_ASSIGNMENT_
Only the lines from the start of the entries through the line with "ring tip: (118, 163)" should be returned, each exactly as it stands, and no pictures.
*** RECORD EXCERPTS ***
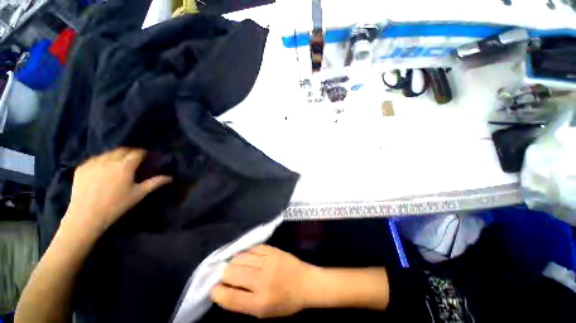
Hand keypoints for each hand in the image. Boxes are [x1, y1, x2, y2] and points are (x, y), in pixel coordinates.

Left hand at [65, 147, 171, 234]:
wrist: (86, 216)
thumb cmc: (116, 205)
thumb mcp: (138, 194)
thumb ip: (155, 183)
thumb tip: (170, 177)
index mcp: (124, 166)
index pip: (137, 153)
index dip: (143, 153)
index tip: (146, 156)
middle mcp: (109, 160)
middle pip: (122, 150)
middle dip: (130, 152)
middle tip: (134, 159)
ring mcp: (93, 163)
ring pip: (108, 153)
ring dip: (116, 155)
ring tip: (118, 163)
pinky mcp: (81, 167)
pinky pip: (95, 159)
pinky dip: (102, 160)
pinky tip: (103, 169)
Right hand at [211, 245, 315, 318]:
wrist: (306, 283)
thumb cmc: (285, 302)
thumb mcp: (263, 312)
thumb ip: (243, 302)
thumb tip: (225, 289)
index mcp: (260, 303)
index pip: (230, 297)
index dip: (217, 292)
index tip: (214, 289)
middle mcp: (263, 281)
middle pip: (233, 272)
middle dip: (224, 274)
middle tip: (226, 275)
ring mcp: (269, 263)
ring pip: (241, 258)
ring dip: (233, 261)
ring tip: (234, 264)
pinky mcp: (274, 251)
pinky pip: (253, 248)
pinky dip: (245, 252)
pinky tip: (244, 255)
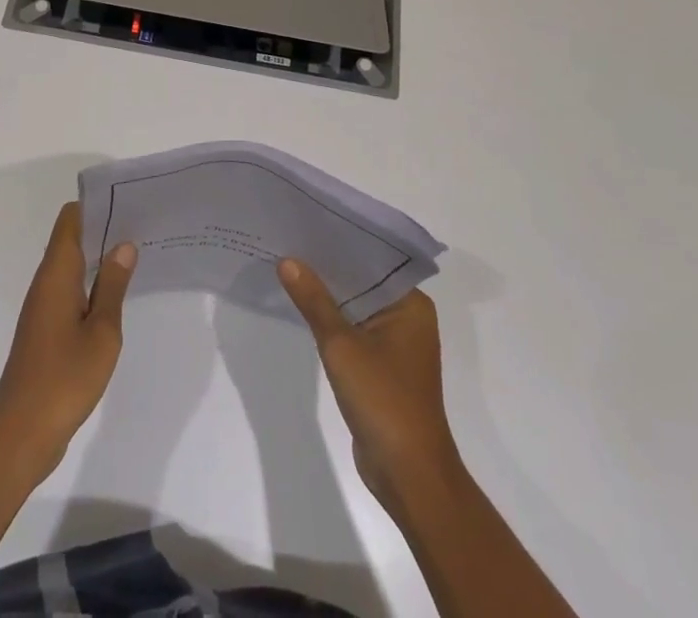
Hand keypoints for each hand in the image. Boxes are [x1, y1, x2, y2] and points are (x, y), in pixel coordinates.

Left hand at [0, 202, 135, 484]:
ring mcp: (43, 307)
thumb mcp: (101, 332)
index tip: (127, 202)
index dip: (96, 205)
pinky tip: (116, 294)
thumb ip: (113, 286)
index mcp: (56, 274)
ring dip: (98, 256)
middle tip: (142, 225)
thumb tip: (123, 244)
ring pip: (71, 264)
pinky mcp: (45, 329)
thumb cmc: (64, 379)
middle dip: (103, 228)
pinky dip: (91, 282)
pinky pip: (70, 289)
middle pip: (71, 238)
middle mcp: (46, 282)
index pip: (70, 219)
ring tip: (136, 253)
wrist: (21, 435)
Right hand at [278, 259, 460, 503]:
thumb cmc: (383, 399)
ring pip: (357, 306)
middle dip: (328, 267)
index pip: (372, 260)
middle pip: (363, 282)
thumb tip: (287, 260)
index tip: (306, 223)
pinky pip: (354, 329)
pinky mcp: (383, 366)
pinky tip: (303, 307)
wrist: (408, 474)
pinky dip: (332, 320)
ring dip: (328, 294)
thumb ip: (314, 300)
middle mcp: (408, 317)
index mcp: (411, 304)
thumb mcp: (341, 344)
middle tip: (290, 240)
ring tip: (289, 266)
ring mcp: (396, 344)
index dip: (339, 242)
*** End of RECORD EXCERPTS ***
_REPLY_
Hand keypoints for each hand in the image. Boxes are [x1, y1, x2, y2] and points are (x, y), in pixel coordinates.

Left hand at [65, 147, 171, 234]:
wrist: (86, 216)
thumb cmc: (116, 205)
thumb mcp: (138, 194)
thumb ip: (155, 183)
thumb tip: (170, 177)
index mcp: (124, 166)
index pip: (137, 153)
index dip: (143, 153)
index tip: (146, 156)
middle mcp: (109, 160)
middle pip: (122, 150)
middle dip: (130, 152)
middle tip: (134, 159)
ring mcp: (93, 163)
ring pip: (108, 153)
ring dip: (116, 155)
ring tip: (118, 163)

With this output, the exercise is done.